Discover — History Analysis & Command Rewrite

src/discover/README.md

0.38.04.5 KB
Original Source

Discover — History Analysis & Command Rewrite

Full rewrite pipeline diagram: docs/contributing/TECHNICAL.md

What This Module Does

This module has two jobs:

  1. Rewrite commands — Every LLM agent hook calls rtk rewrite "git status". This module decides whether to rewrite it (rtk git status) or pass it through unchanged. This is the hot path — every command the LLM runs goes through here.

  2. Analyze historyrtk discover scans past LLM sessions to find commands that could have been rewritten but weren't. Same classification logic, different consumer.

How Command Rewriting Works

When a hook sends cargo fmt --all && cargo test 2>&1 | tail -20:

Tokenization — The lexer (lexer.rs) turns the raw string into typed tokens. It's a single-pass state machine that understands shell quoting, escapes, redirects, and operators. This is critical because naive string splitting breaks on quoted content like git commit -m "fix && update".

"cargo test 2>&1 && git status"
→ [Arg("cargo"), Arg("test"), Redirect("2>&1"), Operator("&&"), Arg("git"), Arg("status")]

Compound splitting — The rewrite engine walks the tokens, splitting on Operator (&&, ||, ;) and Pipe (|). Each segment is rewritten independently. For pipes, only the left side is rewritten (the pipe consumer like grep or head runs raw). find/fd before a pipe is never rewritten because rtk's grouped output format breaks pipe consumers like xargs.
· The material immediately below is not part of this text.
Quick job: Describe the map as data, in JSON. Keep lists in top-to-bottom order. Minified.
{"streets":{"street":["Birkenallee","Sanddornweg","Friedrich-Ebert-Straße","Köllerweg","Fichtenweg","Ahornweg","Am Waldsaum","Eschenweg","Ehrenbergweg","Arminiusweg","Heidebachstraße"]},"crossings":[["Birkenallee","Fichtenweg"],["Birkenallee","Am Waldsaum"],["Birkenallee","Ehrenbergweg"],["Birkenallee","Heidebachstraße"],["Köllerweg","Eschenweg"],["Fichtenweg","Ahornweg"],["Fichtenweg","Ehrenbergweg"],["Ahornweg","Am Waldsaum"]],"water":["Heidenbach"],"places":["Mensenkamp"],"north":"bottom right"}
Per-segment rewriting — Each segment goes through:

  1. Strip trailing redirects (2>&1, >/dev/null) — matched via lexer tokens, set aside, re-appended after rewriting
  2. Short-circuit special cases — head -20 filertk read file --max-lines 20, tail -n 5 filertk read file --tail-lines 5. These can't go through generic prefix replacement because it would produce rtk read -20 file (wrong flag position)
  3. Classify the command — strip env prefixes (sudo, FOO="bar baz"), normalize paths (/usr/bin/grepgrep), strip git global opts (git -C /tmpgit), then match against 60+ regex patterns from rules.rs
  4. Apply the rewrite — find the matching rule, replace the command prefix with rtk <cmd>, re-prepend the env prefix, re-append the redirect suffix

Guards along the way:

  • RTK_DISABLED=1 in the env prefix → skip rewrite
  • gh with --json/--jq/--template → skip (structured output, rtk would corrupt it)
  • cat with flags other than -n → skip (different semantics than rtk read)
  • cat/head/tail with > or >> → skip (write operation, not a read)
  • Command in hooks.exclude_commands config → skip

Result: rtk cargo fmt --all && rtk cargo test 2>&1 | tail -20. Bash handles the && and | at execution time — each rtk invocation is a separate process.
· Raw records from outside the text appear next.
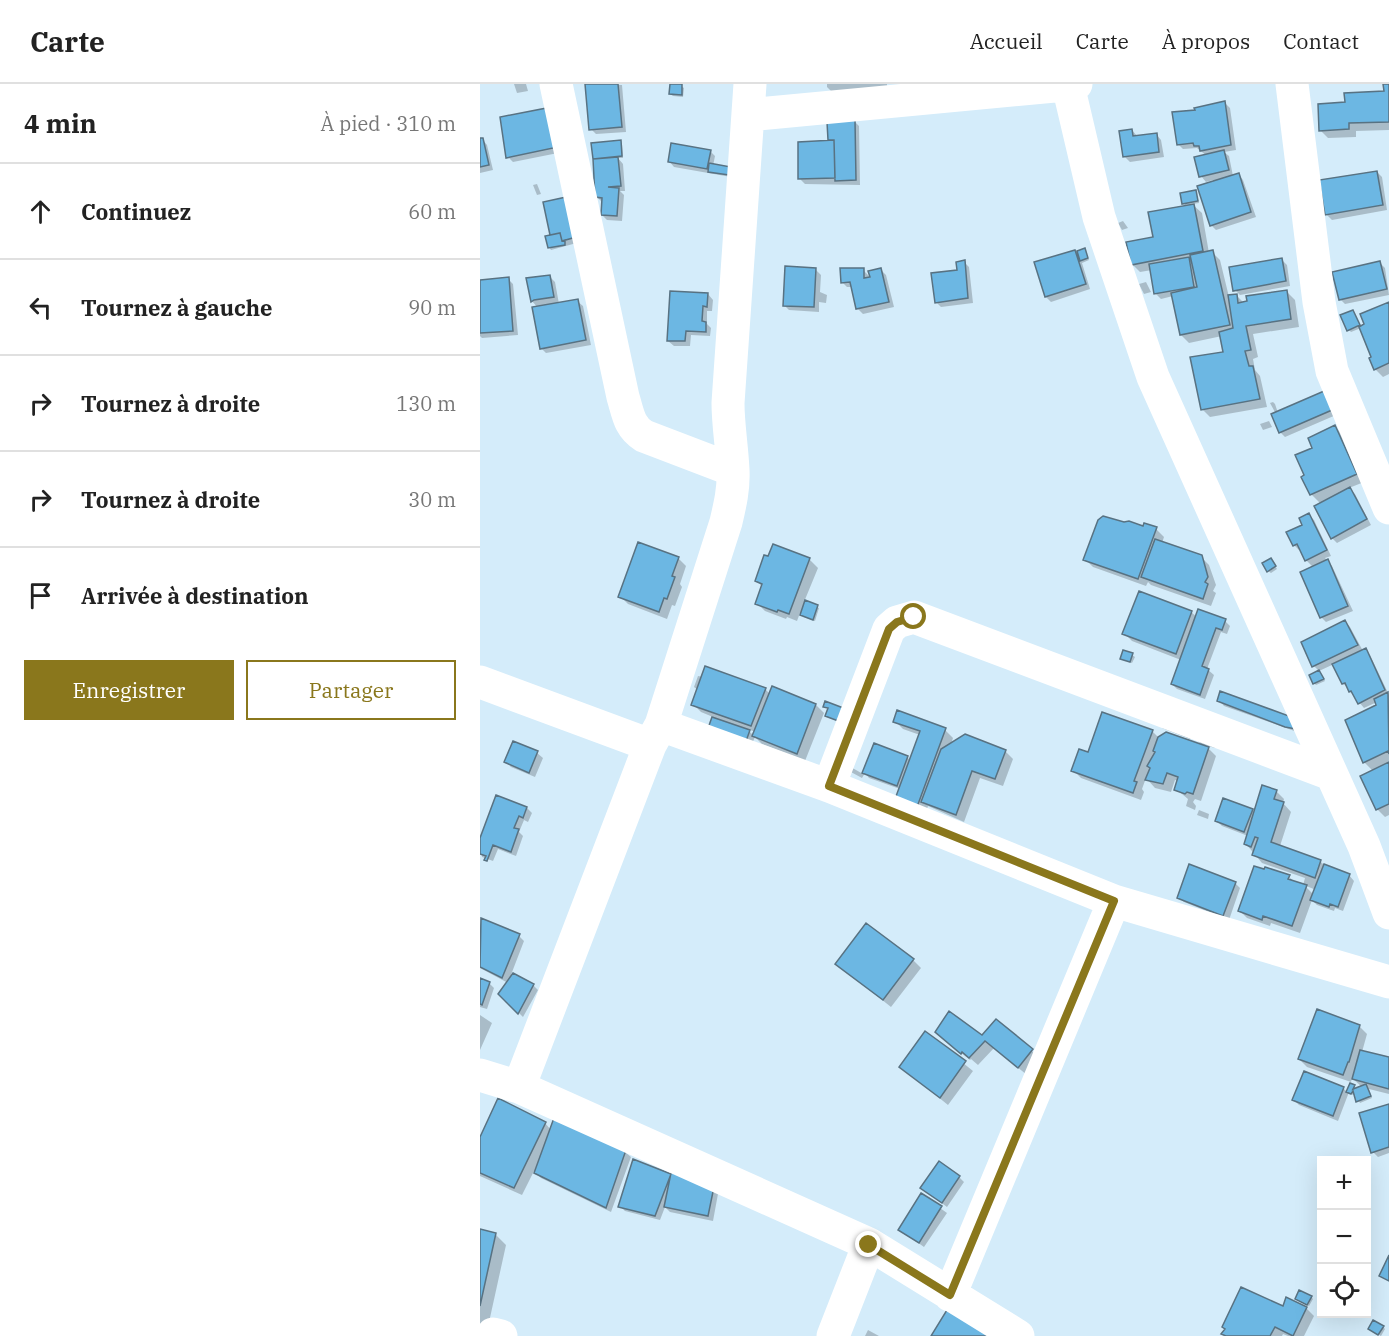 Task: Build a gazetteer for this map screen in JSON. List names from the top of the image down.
{
  "page": {
    "header": "Carte",
    "nav": [
      "Accueil",
      "Carte",
      "À propos",
      "Contact"
    ],
    "heading": ["4 min", "À pied · 310 m"],
    "list": [
      ["Continuez", "60 m"],
      ["Tournez à gauche", "90 m"],
      ["Tournez à droite", "130 m"],
      ["Tournez à droite", "30 m"],
      "Arrivée à destination"
    ],
    "buttons": ["Enregistrer", "Partager"],
    "map_buttons": ["+", "−"]
  }
}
How History Analysis Works

rtk discover reads Claude Code JSONL session files. Each file contains tool_use/tool_result pairs for every command the LLM ran. The module:

  1. Extracts commands from the JSONL (via SessionProvider trait — currently only Claude Code)
  2. Splits compound commands using the same lexer-based tokenization
  3. Classifies each command against the same rules used for live rewriting
  4. Aggregates results: which commands could have been rewritten, estimated token savings, adoption rate

The classification logic is shared between discover and rewrite — same patterns, same rules, different consumers.

Env Prefix Handling

The ENV_PREFIX regex strips env variable assignments, sudo, and env from the front of commands. It handles:

  • Unquoted: FOO=bar
  • Double-quoted with spaces: FOO="bar baz"
  • Single-quoted: FOO='bar baz'
  • Escaped quotes: FOO="he said \"hello\""
  • Chained: A="x y" B=1 sudo git status

The prefix is stripped twice: once in classify_command() to match the underlying command against rules, and again in rewrite_segment() to extract it for re-prepending to the rewritten command.

Adding a New Rewrite Rule

Add an entry to rules.rs. Each rule has:

  • pattern — regex that matches the command (used by RegexSet for fast matching)
  • rtk_cmd — the RTK command it maps to (e.g., "rtk cargo")
  • rewrite_prefixes — command prefixes to replace (e.g., &["cargo"])
  • category, savings_pct — metadata for discover reports
  • subcmd_savings, subcmd_status — per-subcommand overrides

No other files need to change. The registry compiles the patterns at first use via lazy_static.